- Input for this task:

+ + + + + + +

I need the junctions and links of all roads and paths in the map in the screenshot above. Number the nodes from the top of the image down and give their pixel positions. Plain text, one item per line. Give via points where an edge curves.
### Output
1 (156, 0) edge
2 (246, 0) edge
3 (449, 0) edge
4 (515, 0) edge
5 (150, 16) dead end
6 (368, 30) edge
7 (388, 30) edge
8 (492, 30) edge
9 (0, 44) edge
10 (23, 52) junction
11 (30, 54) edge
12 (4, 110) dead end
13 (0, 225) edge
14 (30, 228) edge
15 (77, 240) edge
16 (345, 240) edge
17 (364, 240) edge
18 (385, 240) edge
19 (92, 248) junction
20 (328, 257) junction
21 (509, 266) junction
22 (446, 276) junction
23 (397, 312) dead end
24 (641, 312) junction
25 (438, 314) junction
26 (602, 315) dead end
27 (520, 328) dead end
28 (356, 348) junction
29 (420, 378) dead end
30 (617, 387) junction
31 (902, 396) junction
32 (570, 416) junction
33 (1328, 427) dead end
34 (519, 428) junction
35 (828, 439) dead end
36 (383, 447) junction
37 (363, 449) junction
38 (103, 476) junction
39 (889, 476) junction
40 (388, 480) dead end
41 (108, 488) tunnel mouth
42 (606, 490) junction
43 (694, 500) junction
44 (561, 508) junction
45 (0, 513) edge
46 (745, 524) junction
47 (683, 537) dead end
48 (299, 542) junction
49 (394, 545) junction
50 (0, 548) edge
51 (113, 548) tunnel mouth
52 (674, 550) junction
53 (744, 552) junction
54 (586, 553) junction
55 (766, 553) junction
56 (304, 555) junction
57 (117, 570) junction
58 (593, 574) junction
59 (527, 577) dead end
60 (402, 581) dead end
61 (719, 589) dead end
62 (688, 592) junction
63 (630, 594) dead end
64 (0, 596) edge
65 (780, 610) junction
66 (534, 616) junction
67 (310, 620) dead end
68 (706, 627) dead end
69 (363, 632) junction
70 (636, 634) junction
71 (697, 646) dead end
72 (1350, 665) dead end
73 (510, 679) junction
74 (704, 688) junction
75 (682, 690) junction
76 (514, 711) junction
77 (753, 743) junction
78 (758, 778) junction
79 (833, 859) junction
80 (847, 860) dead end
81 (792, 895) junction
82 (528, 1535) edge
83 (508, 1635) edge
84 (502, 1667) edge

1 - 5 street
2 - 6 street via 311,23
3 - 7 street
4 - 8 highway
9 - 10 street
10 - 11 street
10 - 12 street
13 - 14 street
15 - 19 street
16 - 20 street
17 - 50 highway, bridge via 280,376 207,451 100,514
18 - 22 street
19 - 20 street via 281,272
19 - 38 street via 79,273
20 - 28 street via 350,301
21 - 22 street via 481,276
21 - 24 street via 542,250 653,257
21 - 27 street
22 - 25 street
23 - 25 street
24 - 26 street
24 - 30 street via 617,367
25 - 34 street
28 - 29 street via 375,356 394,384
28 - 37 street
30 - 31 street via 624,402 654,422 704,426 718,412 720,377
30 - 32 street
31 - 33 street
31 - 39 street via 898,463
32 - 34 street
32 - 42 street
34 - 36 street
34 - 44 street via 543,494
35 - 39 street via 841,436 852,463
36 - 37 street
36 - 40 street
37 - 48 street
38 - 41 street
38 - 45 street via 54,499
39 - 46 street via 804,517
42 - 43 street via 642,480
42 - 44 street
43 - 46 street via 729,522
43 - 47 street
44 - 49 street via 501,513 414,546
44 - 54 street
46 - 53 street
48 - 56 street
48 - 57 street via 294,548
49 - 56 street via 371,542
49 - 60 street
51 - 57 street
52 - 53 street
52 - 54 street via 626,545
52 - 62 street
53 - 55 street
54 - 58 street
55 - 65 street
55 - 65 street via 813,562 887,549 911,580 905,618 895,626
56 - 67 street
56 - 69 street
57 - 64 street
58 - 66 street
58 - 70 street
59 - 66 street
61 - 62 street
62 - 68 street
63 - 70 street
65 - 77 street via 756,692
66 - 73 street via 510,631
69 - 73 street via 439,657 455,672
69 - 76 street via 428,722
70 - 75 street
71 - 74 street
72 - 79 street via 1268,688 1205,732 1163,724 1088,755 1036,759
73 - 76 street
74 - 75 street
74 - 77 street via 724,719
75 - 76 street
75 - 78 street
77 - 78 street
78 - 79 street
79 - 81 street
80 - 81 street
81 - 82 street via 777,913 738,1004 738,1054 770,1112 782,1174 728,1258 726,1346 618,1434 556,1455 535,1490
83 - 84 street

+ + + + + + +

- Work to complete:
The entries above are to be transcribed in full and without error.

- Written answer:
I need the junctions and links of all roads and paths in the map in the screenshot above. Number the nodes from the top of the image down and give their pixel positions. Plain text, one item per line. Give via points where an edge curves.
### Output
1 (156, 0) edge
2 (246, 0) edge
3 (449, 0) edge
4 (515, 0) edge
5 (150, 16) dead end
6 (368, 30) edge
7 (388, 30) edge
8 (492, 30) edge
9 (0, 44) edge
10 (23, 52) junction
11 (30, 54) edge
12 (4, 110) dead end
13 (0, 225) edge
14 (30, 228) edge
15 (77, 240) edge
16 (345, 240) edge
17 (364, 240) edge
18 (385, 240) edge
19 (92, 248) junction
20 (328, 257) junction
21 (509, 266) junction
22 (446, 276) junction
23 (397, 312) dead end
24 (641, 312) junction
25 (438, 314) junction
26 (602, 315) dead end
27 (520, 328) dead end
28 (356, 348) junction
29 (420, 378) dead end
30 (617, 387) junction
31 (902, 396) junction
32 (570, 416) junction
33 (1328, 427) dead end
34 (519, 428) junction
35 (828, 439) dead end
36 (383, 447) junction
37 (363, 449) junction
38 (103, 476) junction
39 (889, 476) junction
40 (388, 480) dead end
41 (108, 488) tunnel mouth
42 (606, 490) junction
43 (694, 500) junction
44 (561, 508) junction
45 (0, 513) edge
46 (745, 524) junction
47 (683, 537) dead end
48 (299, 542) junction
49 (394, 545) junction
50 (0, 548) edge
51 (113, 548) tunnel mouth
52 (674, 550) junction
53 (744, 552) junction
54 (586, 553) junction
55 (766, 553) junction
56 (304, 555) junction
57 (117, 570) junction
58 (593, 574) junction
59 (527, 577) dead end
60 (402, 581) dead end
61 (719, 589) dead end
62 (688, 592) junction
63 (630, 594) dead end
64 (0, 596) edge
65 (780, 610) junction
66 (534, 616) junction
67 (310, 620) dead end
68 (706, 627) dead end
69 (363, 632) junction
70 (636, 634) junction
71 (697, 646) dead end
72 (1350, 665) dead end
73 (510, 679) junction
74 (704, 688) junction
75 (682, 690) junction
76 (514, 711) junction
77 (753, 743) junction
78 (758, 778) junction
79 (833, 859) junction
80 (847, 860) dead end
81 (792, 895) junction
82 (528, 1535) edge
83 (508, 1635) edge
84 (502, 1667) edge

1 - 5 street
2 - 6 street via 311,23
3 - 7 street
4 - 8 highway
9 - 10 street
10 - 11 street
10 - 12 street
13 - 14 street
15 - 19 street
16 - 20 street
17 - 50 highway, bridge via 280,376 207,451 100,514
18 - 22 street
19 - 20 street via 281,272
19 - 38 street via 79,273
20 - 28 street via 350,301
21 - 22 street via 481,276
21 - 24 street via 542,250 653,257
21 - 27 street
22 - 25 street
23 - 25 street
24 - 26 street
24 - 30 street via 617,367
25 - 34 street
28 - 29 street via 375,356 394,384
28 - 37 street
30 - 31 street via 624,402 654,422 704,426 718,412 720,377
30 - 32 street
31 - 33 street
31 - 39 street via 898,463
32 - 34 street
32 - 42 street
34 - 36 street
34 - 44 street via 543,494
35 - 39 street via 841,436 852,463
36 - 37 street
36 - 40 street
37 - 48 street
38 - 41 street
38 - 45 street via 54,499
39 - 46 street via 804,517
42 - 43 street via 642,480
42 - 44 street
43 - 46 street via 729,522
43 - 47 street
44 - 49 street via 501,513 414,546
44 - 54 street
46 - 53 street
48 - 56 street
48 - 57 street via 294,548
49 - 56 street via 371,542
49 - 60 street
51 - 57 street
52 - 53 street
52 - 54 street via 626,545
52 - 62 street
53 - 55 street
54 - 58 street
55 - 65 street
55 - 65 street via 813,562 887,549 911,580 905,618 895,626
56 - 67 street
56 - 69 street
57 - 64 street
58 - 66 street
58 - 70 street
59 - 66 street
61 - 62 street
62 - 68 street
63 - 70 street
65 - 77 street via 756,692
66 - 73 street via 510,631
69 - 73 street via 439,657 455,672
69 - 76 street via 428,722
70 - 75 street
71 - 74 street
72 - 79 street via 1268,688 1205,732 1163,724 1088,755 1036,759
73 - 76 street
74 - 75 street
74 - 77 street via 724,719
75 - 76 street
75 - 78 street
77 - 78 street
78 - 79 street
79 - 81 street
80 - 81 street
81 - 82 street via 777,913 738,1004 738,1054 770,1112 782,1174 728,1258 726,1346 618,1434 556,1455 535,1490
83 - 84 street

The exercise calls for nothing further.